Mexico wants to question Sean Penn over Chapo meeting: federal source
Alfredo Estrella (AFP)
A meeting between US actor Sean Penn and Joaquin "El Chapo" Guzman in the Mexican jungle helped lead to the drug kingpin's capture this week, a Mexican official said Saturday.
But Mexican authorities want to question US actor Sean Penn and Mexican actress Kate del Castillo over their interview with Guzman, a federal official told AFP on Sunday.
"That is correct, of course, it's to determine responsibilities," the official said on condition of anonymity, refusing to provide more details after Rolling Stone on Saturday published an October interview between Guzman, Penn and Castillo before his recapture this week.
The official refused to provide more details about the bid by the attorney general's office to speak with the actors. A second federal official said it was unclear whether Penn and del Castillo committed a crime.
While a reporter could interview a drug cartel suspect, "they're not journalists," the official said.
The US rock magazine Rolling Stone posted online on Saturday an interview between Penn and Guzman as well as an October 2 picture showing the Oscar-winning actor shaking hands with the mustachioed Sinaloa drug cartel leader.
"I supply more heroin, methamphetamine, cocaine and marijuana than anybody else in the world," Guzman told Penn in a stunning admission of his criminal enterprise over sips of tequila.

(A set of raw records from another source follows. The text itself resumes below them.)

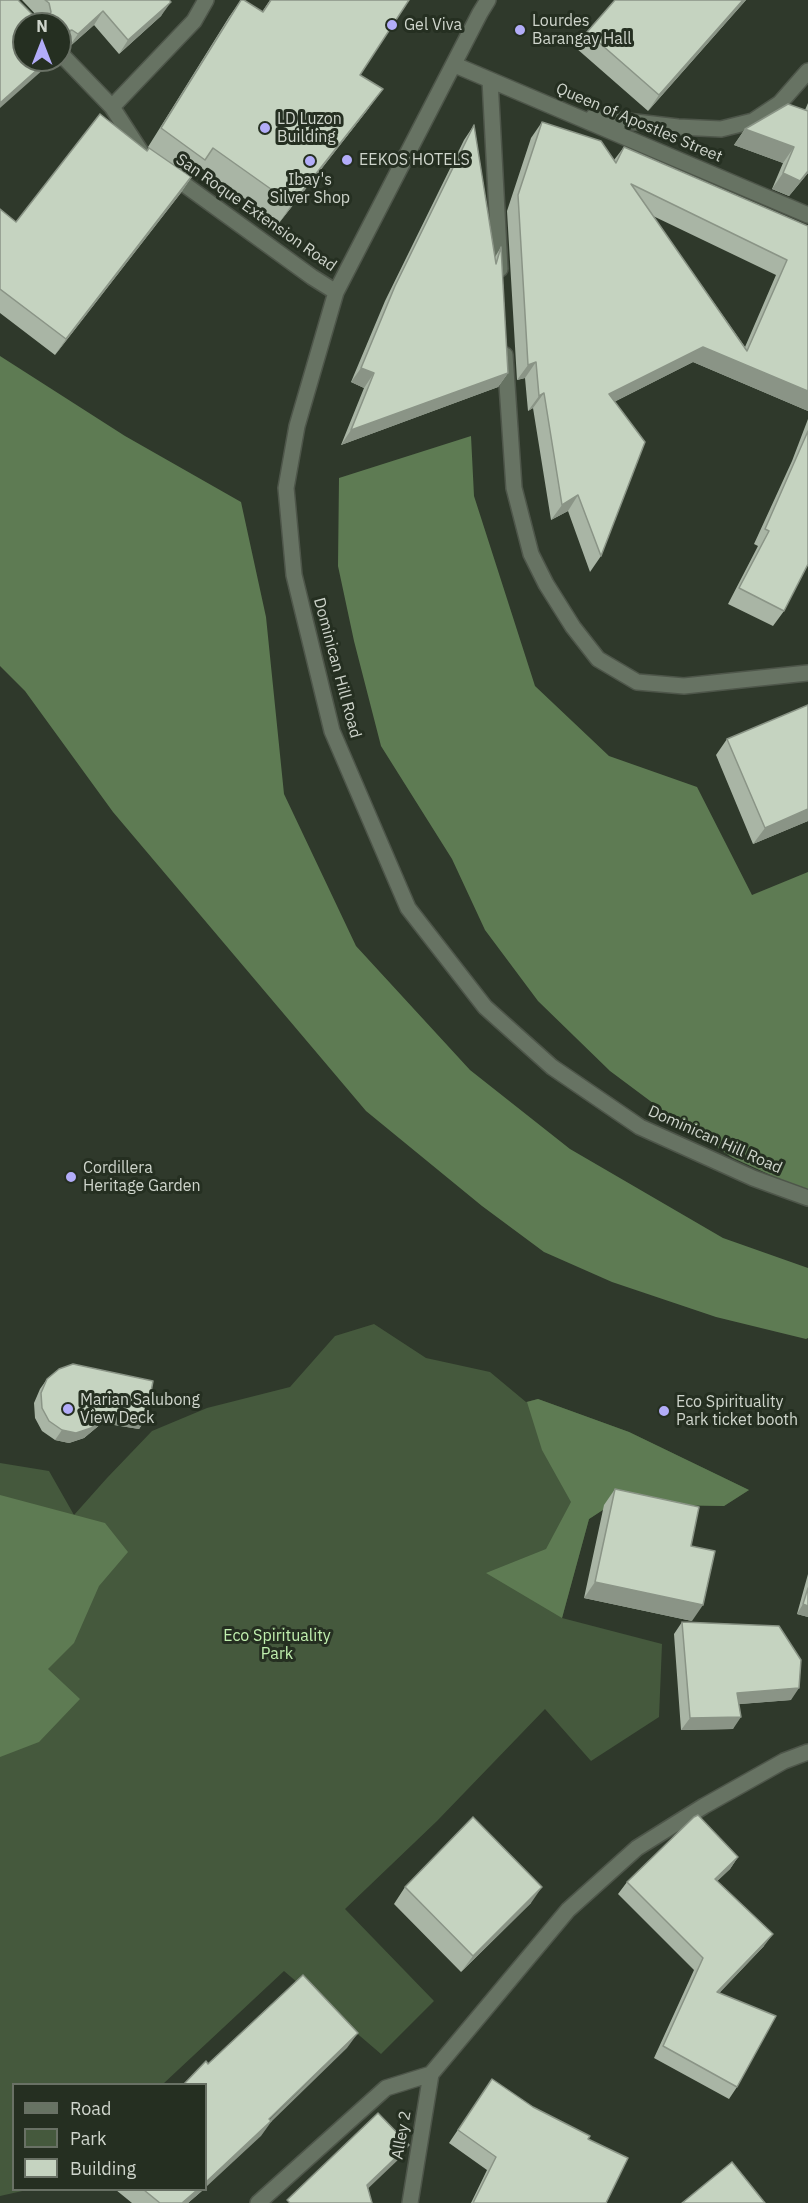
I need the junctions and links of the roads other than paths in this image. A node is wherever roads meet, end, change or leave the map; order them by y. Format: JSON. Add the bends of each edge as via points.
{"nodes":[{"id":1,"x":206,"y":0,"type":"edge"},
{"id":2,"x":488,"y":0,"type":"edge"},
{"id":3,"x":72,"y":65,"type":"edge"},
{"id":4,"x":455,"y":65,"type":"junction"},
{"id":5,"x":808,"y":71,"type":"edge"},
{"id":6,"x":490,"y":80,"type":"junction"},
{"id":7,"x":112,"y":107,"type":"junction"},
{"id":8,"x":577,"y":116,"type":"junction"},
{"id":9,"x":808,"y":215,"type":"edge"},
{"id":10,"x":501,"y":283,"type":"edge"},
{"id":11,"x":336,"y":292,"type":"junction"},
{"id":12,"x":504,"y":342,"type":"edge"},
{"id":13,"x":808,"y":674,"type":"edge"},
{"id":14,"x":808,"y":1198,"type":"edge"},
{"id":15,"x":808,"y":1752,"type":"edge"},
{"id":16,"x":431,"y":2074,"type":"junction"},
{"id":17,"x":258,"y":2203,"type":"edge"},
{"id":18,"x":410,"y":2203,"type":"edge"}],
"edges":[{"from":1,"to":7,"type":"street","via":[[194,21]]},
{"from":2,"to":4,"type":"street","name":"Dominican Hill Road"},
{"from":3,"to":7,"type":"street","name":"San Roque Extension Road"},
{"from":4,"to":6,"type":"street","name":"Queen of Apostles Street"},
{"from":4,"to":11,"type":"street","name":"Dominican Hill Road"},
{"from":5,"to":8,"type":"street","via":[[780,103],[753,121],[721,129]]},
{"from":6,"to":8,"type":"street","name":"Queen of Apostles Street"},
{"from":6,"to":10,"type":"street"},
{"from":7,"to":11,"type":"street","name":"San Roque Extension Road","via":[[141,154]]},
{"from":8,"to":9,"type":"street","name":"Queen of Apostles Street"},
{"from":11,"to":14,"type":"street","name":"Dominican Hill Road","via":[[297,426],[286,488],[294,575],[332,731],[408,908],[485,1006],[552,1066],[640,1127]]},
{"from":12,"to":13,"type":"street","via":[[514,488],[531,554],[573,627],[598,659],[637,682],[684,686]]},
{"from":15,"to":16,"type":"street","via":[[784,1761],[637,1848],[568,1910]]},
{"from":16,"to":17,"type":"street","via":[[386,2088]]},
{"from":16,"to":18,"type":"street","name":"Alley 2"}]}
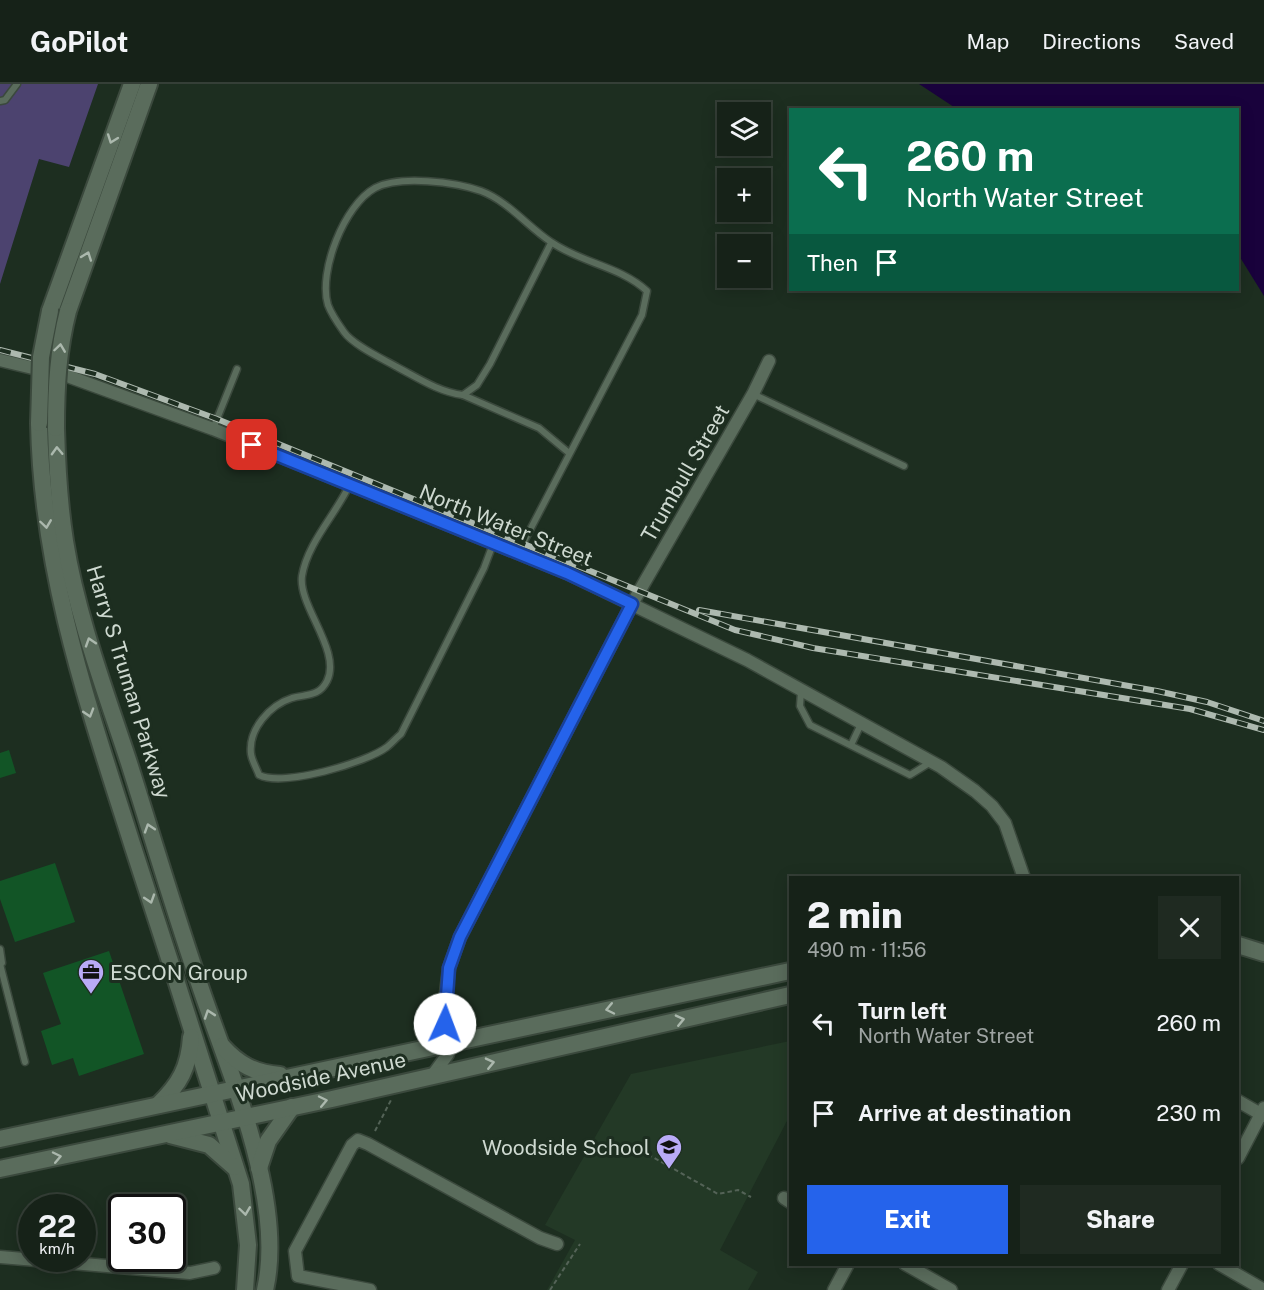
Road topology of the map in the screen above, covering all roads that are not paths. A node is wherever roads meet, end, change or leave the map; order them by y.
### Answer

"I have a fleet of submarines, airplanes, trucks and boats," Guzman said in the meeting, which Mexican actress Kate del Castillo helped to arrange.
Asked if he feels responsible for the high level of addictions in the world, he said: "It's false. The day that I don't exist, it won't reduce drug trafficking."

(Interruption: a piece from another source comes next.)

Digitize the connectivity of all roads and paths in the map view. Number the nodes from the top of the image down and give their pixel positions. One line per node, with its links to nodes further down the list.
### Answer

Mexican drug boss Joaquin "El Chapo" Guzman's boast to actor Sean Penn of being the world's top supplier of illegal drugs is "maddening," a top White House official said Sunday.
"I will tell you this braggadocious action about how much heroin he sends around the world, including the United States, is maddening," White House chief of staff Denis McDonough said in an interview with CNN's "State of the Union."
"We see a heroin epidemic, opioid addiction epidemic in this country. We are going to stay on top of this with our Mexican counterparts until we get that back in the box.
"But El Chapo is behind bars. That's where he should stay," he added.
Penn's interview with the Sinaloa cartel chief was published Saturday by Rolling Stone magazine, and an official in Mexico City said Mexican authorities wanted to talk to him and actress Kate del Castillo, who helped arrange the meeting.
"It poses a lot of interesting questions for him and others involved in this so-called interview. We'll see what happens," McDonough said.
The Rolling Stone interview emerged after Mexican prosecutors announced that they would seek Guzman's extradition to the United States, a reversal from President Enrique Pena Nieto's refusal to send him across the border.
The attorney general's office said it received two US extradition requests last year on a slew of charges, including drug trafficking and murder, and that it later obtained arrest warrants to ship him across the border.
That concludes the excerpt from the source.